Another significant consideration is the language of the CEO and CCO certification itself — which states that “such anti-corruption compliance program is reasonably designed (emphasis added) to detect and prevent violations of the [FCPA] and other anti-corruption laws throughout the company’s operations.”
In effect, CEOs and CCOs can rely on the Independent Compliance Monitor’s certification and the limitation on its certification that the compliance program is “reasonably designed” to detect and prevent violations of the FCPA.
Even with these positive factors, however, CEOs and CCOs will need to design and implement an appropriate procedure to document their respective due diligence and analysis of the Company’s compliance program. This consideration, at first glance, appears to be straight-forward but could quickly unravel into difficult issues.
A CCO should be able to rely on and document any internal and external reports, assessments, and reviews of the Company’s compliance program conducted as part of the remediation effort. DOJ clearly contemplates that a Company’s compliance program over a three-year monitorship period will undergo significant change and improvement. By definition, a CCO will be intimately involved in this process.
The CCO’s ability to rely on these reports, assessments and reviews may require a personal review and evaluation to justify such reliance. CCOs need to evaluate when a further examination of a specific report may be warranted. In this situation, a CCO may have to devote and document follow-ups to specific issues flagged in the report, assessment and review. CCO will inevitablye face difficult situations where reliance on a report may not be completely justifiable.
A further complication may arise when a Company subjects its compliance program to a robust testing and evaluation by an outside party. in these circumstances, an independent test of an enhanced compliance program may require a CCO to review the test results carefully with a questioning eye. This process may, in turn, delay the CCO’s certification or even raise further issues requiring analysis and review.
The risks presented by even these obvious situations are even more troublesome given the legal risks posed by acknowledgement that a “false” certification would constitute a violation of the False Statements and Obstruction of Justice criminal statutes, 18 U.S.C. §§1001, and 1519, respectively. By conceding the issues of “materiality” under 18 U.S.C. §1001, and “tangible record” under 18 U.S.C. §1519, a CCO may be setting him or herself up for a criminal prosecution where the issue may not rise to a criminal violation.

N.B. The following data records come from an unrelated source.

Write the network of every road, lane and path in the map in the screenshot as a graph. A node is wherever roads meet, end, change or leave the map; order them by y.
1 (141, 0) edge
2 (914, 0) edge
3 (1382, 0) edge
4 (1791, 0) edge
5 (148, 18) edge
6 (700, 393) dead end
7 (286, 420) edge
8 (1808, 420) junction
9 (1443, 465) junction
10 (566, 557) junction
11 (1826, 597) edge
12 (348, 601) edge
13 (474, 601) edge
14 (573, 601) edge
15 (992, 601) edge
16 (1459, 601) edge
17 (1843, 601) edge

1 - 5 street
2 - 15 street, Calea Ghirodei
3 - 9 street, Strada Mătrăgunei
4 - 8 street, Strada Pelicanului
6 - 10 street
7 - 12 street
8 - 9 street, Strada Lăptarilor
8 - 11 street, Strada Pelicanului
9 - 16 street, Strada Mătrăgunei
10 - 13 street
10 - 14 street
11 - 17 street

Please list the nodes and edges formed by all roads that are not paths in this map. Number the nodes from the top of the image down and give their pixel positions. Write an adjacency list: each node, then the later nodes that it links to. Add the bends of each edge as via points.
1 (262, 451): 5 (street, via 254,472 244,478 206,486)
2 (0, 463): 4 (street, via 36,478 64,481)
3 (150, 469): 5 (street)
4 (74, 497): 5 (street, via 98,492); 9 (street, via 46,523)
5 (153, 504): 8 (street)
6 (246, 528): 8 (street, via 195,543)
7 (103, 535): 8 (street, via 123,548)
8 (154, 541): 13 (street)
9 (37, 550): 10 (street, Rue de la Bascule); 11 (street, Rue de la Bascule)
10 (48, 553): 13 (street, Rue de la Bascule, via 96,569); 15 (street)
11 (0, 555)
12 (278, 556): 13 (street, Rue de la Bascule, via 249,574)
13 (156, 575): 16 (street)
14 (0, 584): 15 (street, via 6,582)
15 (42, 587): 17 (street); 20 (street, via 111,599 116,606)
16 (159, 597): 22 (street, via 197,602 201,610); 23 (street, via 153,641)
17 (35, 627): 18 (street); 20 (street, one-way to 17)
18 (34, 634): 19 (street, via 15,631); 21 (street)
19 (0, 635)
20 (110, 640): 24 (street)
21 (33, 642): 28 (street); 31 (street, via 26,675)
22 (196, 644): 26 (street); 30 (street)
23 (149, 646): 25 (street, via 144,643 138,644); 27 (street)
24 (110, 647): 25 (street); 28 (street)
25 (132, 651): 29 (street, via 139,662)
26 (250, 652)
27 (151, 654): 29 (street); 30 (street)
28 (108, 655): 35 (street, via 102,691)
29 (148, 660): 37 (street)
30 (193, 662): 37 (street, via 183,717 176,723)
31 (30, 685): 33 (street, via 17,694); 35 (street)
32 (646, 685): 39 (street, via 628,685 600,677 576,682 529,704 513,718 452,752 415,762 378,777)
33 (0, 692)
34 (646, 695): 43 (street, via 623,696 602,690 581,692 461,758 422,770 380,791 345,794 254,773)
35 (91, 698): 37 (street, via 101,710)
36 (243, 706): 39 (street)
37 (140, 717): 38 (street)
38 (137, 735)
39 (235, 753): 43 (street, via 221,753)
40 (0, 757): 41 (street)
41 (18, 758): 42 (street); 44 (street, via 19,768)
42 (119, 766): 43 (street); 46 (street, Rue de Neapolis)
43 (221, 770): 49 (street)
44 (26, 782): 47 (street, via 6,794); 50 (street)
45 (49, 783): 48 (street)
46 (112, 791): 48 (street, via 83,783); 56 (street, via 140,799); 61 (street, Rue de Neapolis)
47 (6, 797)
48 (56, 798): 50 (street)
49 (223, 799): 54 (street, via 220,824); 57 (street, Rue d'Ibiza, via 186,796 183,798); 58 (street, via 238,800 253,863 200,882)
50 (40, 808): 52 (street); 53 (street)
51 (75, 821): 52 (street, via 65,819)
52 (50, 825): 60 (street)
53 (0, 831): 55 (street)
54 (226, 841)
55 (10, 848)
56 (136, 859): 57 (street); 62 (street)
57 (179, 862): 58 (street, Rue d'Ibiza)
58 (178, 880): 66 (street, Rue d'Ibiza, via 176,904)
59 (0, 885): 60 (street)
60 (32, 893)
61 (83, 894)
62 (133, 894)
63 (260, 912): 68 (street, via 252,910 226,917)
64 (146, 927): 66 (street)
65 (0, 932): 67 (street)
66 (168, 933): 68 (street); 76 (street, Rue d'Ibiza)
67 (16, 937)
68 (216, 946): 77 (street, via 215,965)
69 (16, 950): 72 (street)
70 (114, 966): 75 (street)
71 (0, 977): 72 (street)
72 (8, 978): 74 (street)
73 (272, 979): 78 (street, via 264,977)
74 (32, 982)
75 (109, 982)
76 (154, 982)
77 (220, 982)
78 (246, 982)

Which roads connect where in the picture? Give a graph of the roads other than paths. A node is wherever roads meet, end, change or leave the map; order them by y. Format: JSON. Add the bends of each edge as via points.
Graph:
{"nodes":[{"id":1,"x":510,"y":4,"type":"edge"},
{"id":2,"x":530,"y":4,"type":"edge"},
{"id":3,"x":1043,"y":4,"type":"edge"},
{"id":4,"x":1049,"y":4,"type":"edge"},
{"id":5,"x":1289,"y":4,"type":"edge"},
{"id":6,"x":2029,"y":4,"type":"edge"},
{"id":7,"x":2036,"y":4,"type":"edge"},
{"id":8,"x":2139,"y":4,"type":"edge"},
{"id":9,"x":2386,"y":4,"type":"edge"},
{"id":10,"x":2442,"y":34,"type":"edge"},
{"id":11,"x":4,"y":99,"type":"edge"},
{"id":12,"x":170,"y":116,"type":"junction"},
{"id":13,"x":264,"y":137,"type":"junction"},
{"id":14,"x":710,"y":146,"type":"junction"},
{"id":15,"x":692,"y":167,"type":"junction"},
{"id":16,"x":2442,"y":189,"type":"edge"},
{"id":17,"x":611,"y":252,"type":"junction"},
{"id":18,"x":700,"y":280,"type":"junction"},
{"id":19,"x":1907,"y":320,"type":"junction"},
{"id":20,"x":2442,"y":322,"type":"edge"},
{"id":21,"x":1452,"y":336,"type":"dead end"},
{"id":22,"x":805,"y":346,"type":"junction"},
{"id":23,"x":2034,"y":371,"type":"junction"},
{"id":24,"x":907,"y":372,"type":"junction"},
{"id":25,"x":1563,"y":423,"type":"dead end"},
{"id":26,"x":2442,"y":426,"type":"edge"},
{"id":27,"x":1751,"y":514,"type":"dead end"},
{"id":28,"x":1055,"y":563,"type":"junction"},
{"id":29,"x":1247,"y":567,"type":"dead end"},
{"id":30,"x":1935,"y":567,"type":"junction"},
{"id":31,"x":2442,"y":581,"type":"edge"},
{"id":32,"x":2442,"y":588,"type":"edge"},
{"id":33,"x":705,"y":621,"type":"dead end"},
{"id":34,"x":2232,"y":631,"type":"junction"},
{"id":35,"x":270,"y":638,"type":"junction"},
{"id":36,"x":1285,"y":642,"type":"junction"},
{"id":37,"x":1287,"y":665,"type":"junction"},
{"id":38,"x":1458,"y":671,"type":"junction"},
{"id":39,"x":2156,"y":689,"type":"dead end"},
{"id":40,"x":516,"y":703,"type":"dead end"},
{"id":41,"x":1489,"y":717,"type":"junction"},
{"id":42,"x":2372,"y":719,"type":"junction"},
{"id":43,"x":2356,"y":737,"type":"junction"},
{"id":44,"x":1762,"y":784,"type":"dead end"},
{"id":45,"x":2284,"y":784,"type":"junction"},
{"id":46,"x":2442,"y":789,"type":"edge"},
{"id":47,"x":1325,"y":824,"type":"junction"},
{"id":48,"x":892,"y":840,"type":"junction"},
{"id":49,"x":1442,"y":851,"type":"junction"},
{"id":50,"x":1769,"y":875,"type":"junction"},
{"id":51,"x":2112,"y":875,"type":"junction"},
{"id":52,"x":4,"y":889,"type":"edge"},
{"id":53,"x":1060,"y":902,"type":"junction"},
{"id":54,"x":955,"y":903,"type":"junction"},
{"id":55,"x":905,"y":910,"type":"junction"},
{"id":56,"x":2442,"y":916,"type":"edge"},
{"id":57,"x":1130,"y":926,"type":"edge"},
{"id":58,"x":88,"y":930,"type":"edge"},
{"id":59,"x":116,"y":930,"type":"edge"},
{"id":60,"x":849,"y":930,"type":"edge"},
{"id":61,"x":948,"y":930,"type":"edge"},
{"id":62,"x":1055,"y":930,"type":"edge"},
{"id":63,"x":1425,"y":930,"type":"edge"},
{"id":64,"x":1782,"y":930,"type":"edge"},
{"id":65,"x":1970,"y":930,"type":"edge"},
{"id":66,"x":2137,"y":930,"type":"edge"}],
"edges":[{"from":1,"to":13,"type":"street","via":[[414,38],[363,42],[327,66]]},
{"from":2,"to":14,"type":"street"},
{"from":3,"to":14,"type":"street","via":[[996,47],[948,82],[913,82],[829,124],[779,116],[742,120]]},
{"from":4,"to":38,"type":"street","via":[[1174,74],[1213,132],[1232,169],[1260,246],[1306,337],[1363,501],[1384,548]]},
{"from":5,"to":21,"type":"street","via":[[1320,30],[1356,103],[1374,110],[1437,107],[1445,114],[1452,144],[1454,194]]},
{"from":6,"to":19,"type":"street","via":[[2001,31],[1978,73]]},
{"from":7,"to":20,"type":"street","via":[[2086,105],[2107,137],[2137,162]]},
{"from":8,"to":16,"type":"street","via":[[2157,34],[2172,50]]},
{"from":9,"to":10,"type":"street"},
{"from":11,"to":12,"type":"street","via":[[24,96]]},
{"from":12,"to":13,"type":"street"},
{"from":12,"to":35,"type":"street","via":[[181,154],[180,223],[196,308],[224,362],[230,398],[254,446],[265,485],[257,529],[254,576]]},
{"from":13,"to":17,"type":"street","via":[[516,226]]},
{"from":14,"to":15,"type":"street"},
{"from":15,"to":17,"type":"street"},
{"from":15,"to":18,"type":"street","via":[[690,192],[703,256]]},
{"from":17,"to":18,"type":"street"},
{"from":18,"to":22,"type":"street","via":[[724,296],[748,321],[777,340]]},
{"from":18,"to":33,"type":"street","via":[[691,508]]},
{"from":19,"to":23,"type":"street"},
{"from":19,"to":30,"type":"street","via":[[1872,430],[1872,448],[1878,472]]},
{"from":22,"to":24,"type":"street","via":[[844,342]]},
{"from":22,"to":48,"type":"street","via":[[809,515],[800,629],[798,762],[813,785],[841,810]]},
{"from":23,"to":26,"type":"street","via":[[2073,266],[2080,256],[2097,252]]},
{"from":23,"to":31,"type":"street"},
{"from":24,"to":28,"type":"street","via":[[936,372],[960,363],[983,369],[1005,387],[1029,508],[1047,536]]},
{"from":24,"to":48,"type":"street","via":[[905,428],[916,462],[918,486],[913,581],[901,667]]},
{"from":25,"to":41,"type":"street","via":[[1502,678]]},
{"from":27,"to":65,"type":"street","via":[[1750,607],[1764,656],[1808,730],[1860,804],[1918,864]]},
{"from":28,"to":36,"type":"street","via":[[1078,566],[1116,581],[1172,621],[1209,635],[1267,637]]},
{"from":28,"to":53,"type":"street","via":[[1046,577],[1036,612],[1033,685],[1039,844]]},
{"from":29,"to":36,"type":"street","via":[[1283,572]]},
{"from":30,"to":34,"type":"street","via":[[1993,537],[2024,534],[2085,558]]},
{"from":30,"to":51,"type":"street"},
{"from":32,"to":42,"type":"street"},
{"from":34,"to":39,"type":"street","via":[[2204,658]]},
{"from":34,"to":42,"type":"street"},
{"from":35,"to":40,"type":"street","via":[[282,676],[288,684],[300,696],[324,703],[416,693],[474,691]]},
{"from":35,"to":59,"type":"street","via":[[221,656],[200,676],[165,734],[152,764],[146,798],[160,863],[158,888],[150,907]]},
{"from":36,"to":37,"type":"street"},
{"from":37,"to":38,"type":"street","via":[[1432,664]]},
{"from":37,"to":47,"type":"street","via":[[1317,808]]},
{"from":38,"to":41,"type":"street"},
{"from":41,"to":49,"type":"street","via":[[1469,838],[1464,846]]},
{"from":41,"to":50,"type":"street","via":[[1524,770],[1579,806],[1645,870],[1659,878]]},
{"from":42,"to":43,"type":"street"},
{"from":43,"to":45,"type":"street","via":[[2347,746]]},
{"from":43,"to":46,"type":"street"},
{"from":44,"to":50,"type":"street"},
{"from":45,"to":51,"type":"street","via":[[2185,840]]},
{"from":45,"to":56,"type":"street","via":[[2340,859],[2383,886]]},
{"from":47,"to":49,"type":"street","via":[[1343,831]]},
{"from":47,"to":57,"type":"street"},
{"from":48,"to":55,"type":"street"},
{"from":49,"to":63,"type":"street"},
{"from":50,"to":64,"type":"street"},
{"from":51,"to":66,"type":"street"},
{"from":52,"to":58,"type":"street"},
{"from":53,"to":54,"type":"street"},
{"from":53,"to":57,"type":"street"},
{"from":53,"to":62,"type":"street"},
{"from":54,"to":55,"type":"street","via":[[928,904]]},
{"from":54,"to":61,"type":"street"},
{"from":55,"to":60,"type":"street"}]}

CCOs have enough problems in the corporate governance world. On balance, it is difficult to maintain that the CEO and CCO certification requirement is a net plus for CCO stature in the corporate governance landscape.
Given the controversy surrounding this issue, I fully expect there will be more discussion between the CCO community and DOJ. After all, DOJ’s most important ally in the corporate world is the CCO — and DOJ should avoid any negative impact on such a critical ally.